**** DATASET ENTRIES
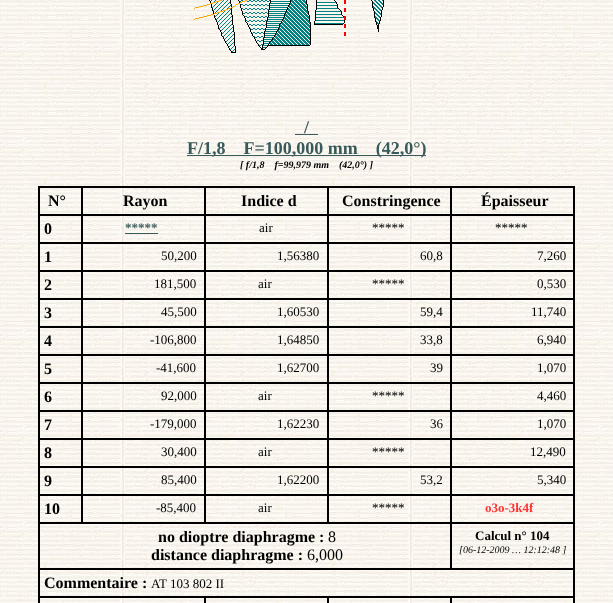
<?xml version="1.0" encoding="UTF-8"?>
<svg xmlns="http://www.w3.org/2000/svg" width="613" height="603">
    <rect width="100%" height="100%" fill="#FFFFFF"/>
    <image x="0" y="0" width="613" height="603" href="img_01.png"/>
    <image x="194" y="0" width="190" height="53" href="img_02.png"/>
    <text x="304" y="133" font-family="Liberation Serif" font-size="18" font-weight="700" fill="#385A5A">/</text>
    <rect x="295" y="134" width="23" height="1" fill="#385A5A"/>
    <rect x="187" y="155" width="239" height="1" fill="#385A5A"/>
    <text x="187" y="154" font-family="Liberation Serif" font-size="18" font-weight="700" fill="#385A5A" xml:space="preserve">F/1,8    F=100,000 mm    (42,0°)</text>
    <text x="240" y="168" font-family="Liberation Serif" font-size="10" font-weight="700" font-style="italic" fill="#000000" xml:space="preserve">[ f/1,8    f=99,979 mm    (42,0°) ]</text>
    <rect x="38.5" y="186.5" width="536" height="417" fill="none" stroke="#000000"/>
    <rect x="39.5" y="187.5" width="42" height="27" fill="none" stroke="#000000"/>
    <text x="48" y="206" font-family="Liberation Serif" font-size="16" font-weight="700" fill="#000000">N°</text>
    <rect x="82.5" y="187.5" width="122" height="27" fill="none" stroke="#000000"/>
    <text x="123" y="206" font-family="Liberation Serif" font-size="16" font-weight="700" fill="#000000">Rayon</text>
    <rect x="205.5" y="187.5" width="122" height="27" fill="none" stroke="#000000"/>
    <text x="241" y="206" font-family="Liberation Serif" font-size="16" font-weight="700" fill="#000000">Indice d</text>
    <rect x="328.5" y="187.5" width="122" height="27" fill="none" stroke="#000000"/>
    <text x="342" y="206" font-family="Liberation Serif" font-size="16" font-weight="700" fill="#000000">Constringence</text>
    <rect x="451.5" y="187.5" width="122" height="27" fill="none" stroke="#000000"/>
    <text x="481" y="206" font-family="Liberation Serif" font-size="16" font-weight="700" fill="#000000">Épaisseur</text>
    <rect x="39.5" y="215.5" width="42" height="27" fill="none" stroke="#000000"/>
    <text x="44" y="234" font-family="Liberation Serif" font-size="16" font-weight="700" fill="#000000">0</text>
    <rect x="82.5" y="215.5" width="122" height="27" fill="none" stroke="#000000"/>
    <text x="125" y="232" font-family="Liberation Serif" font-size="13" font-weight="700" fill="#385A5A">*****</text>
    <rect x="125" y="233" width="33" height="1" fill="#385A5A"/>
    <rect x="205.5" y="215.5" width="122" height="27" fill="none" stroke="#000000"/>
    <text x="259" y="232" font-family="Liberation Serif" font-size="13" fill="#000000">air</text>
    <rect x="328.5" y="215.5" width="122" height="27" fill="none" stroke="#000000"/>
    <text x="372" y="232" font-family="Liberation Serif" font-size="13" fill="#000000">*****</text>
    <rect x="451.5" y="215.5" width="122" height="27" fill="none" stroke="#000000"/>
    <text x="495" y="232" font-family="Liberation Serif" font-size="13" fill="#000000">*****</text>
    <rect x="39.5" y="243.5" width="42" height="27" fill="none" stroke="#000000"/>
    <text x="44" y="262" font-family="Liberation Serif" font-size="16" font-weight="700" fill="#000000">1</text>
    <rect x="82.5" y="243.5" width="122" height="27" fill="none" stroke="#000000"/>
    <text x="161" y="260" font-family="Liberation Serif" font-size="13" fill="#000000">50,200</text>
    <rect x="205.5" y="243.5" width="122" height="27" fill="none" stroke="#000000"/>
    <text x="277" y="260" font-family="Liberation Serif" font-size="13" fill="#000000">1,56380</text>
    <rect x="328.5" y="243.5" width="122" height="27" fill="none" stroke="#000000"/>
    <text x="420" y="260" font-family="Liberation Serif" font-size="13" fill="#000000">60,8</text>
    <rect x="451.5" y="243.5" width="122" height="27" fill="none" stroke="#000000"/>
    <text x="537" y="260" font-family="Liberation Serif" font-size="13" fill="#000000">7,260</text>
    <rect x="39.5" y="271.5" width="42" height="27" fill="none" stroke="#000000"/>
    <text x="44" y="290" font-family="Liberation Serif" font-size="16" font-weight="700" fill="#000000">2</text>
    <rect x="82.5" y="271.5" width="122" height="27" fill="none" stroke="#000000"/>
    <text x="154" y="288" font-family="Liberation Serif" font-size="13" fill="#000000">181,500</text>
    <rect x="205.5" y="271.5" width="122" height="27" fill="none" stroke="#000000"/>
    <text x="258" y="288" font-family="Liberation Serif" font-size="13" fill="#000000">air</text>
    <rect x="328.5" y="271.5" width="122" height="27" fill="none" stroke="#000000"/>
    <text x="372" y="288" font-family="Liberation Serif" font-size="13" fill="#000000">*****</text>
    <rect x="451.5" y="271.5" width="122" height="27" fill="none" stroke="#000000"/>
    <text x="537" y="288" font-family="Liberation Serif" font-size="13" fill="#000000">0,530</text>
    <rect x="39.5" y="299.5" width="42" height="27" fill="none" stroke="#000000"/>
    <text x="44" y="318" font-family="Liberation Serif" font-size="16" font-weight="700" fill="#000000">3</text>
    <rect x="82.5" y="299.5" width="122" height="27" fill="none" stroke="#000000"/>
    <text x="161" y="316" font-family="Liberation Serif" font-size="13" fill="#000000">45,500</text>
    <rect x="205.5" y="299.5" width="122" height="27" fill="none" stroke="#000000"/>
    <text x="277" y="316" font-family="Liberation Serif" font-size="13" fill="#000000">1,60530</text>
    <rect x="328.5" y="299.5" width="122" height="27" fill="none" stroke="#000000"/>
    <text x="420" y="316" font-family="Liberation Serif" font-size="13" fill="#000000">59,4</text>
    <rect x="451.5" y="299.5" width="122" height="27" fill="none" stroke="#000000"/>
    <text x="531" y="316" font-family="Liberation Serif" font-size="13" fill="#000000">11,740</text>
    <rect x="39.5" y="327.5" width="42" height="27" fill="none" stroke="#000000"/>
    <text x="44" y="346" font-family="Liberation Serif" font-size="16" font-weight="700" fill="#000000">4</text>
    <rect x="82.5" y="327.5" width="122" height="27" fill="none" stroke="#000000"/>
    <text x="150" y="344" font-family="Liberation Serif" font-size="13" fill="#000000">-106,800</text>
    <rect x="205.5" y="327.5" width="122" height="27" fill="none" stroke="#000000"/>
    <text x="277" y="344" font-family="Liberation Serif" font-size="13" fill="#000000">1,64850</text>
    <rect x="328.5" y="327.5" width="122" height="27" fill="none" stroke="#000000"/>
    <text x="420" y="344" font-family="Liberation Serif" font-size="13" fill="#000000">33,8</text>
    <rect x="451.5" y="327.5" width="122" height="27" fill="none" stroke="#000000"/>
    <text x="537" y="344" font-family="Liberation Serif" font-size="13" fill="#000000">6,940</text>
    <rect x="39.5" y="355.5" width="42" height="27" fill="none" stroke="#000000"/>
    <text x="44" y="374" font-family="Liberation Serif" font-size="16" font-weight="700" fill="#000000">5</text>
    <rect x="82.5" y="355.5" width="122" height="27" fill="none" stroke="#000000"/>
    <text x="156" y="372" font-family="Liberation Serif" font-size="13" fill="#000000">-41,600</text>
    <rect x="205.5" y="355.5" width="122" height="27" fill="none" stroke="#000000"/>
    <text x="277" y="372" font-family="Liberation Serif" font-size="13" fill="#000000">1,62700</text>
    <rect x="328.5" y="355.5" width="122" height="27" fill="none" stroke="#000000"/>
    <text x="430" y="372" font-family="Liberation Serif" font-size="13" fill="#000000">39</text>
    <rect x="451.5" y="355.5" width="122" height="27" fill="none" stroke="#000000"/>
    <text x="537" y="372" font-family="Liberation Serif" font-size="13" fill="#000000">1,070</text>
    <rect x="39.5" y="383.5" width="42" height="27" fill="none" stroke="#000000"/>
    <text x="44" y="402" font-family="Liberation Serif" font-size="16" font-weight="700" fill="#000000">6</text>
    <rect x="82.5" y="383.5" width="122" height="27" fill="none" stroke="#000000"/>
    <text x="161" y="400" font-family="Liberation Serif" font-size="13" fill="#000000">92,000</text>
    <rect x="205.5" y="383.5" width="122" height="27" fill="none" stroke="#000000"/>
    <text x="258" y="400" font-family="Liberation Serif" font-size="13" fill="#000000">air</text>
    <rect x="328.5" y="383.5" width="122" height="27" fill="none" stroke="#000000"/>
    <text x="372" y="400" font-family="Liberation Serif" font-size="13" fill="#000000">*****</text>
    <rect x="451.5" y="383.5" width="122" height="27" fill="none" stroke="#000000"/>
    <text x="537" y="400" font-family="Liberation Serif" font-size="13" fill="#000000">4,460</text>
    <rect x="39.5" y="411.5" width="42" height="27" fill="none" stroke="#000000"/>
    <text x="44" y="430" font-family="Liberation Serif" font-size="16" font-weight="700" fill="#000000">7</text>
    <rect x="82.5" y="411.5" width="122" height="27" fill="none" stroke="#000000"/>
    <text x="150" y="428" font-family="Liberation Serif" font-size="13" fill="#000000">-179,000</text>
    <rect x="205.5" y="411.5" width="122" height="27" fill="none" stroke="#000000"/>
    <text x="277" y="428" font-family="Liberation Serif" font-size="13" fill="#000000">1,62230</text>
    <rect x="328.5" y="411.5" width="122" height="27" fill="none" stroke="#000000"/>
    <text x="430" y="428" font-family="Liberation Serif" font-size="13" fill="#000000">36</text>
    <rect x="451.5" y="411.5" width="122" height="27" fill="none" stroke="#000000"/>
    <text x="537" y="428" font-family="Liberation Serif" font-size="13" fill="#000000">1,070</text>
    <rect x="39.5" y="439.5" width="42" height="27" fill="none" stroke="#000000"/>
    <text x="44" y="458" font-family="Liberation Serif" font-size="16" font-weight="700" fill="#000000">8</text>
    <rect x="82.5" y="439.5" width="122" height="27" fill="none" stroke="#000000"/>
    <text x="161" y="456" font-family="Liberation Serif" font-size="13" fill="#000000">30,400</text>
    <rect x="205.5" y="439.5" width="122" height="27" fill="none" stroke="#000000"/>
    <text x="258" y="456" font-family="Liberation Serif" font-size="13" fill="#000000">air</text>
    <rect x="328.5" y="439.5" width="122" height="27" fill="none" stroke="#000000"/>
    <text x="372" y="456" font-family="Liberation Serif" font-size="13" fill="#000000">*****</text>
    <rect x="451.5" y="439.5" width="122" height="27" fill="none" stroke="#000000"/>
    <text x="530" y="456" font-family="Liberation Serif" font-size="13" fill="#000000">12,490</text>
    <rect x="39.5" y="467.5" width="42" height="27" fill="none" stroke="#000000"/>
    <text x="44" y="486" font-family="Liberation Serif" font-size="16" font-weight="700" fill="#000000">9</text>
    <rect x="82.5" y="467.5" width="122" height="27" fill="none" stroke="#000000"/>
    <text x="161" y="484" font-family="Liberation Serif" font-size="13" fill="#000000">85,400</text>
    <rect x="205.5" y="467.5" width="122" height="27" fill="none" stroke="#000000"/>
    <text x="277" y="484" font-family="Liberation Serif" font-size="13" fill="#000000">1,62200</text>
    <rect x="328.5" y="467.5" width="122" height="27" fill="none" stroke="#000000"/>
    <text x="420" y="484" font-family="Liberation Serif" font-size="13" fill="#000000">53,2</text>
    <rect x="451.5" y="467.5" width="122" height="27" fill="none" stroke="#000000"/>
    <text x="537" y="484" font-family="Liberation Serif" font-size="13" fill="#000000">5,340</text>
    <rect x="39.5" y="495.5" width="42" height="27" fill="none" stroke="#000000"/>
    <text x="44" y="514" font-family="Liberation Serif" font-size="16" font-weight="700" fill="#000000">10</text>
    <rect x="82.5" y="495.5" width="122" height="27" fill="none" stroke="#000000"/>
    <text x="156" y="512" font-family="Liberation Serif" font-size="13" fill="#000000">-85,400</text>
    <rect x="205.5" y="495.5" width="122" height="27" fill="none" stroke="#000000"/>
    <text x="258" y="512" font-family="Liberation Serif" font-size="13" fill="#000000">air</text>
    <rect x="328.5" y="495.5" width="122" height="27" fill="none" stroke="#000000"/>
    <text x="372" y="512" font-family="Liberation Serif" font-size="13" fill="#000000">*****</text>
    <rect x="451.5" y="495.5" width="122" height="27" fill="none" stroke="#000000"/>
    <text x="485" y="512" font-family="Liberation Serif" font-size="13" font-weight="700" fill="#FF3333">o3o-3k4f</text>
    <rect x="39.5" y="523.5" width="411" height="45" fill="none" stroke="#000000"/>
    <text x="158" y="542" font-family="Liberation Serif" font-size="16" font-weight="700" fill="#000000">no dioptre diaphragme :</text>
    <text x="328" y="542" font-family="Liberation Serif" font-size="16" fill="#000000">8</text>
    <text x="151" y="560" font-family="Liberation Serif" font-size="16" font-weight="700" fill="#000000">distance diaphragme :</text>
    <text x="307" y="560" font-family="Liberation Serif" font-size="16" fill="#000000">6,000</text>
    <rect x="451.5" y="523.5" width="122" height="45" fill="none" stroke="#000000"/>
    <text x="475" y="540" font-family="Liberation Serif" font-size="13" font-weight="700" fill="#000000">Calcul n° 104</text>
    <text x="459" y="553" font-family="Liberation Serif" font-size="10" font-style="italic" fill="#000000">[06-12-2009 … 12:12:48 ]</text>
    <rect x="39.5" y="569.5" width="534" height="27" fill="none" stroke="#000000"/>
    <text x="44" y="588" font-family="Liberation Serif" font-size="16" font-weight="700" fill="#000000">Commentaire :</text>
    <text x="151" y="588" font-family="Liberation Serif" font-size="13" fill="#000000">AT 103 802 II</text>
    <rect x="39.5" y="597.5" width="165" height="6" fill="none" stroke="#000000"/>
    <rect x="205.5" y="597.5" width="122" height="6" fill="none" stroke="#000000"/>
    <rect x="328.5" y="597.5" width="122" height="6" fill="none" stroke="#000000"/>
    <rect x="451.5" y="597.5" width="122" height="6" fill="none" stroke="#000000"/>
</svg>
********
Return every line from the entries that holds the string "space".

- [EXERCISE ANSWER]:
    <text x="187" y="154" font-family="Liberation Serif" font-size="18" font-weight="700" fill="#385A5A" xml:space="preserve">F/1,8    F=100,000 mm    (42,0°)</text>
    <text x="240" y="168" font-family="Liberation Serif" font-size="10" font-weight="700" font-style="italic" fill="#000000" xml:space="preserve">[ f/1,8    f=99,979 mm    (42,0°) ]</text>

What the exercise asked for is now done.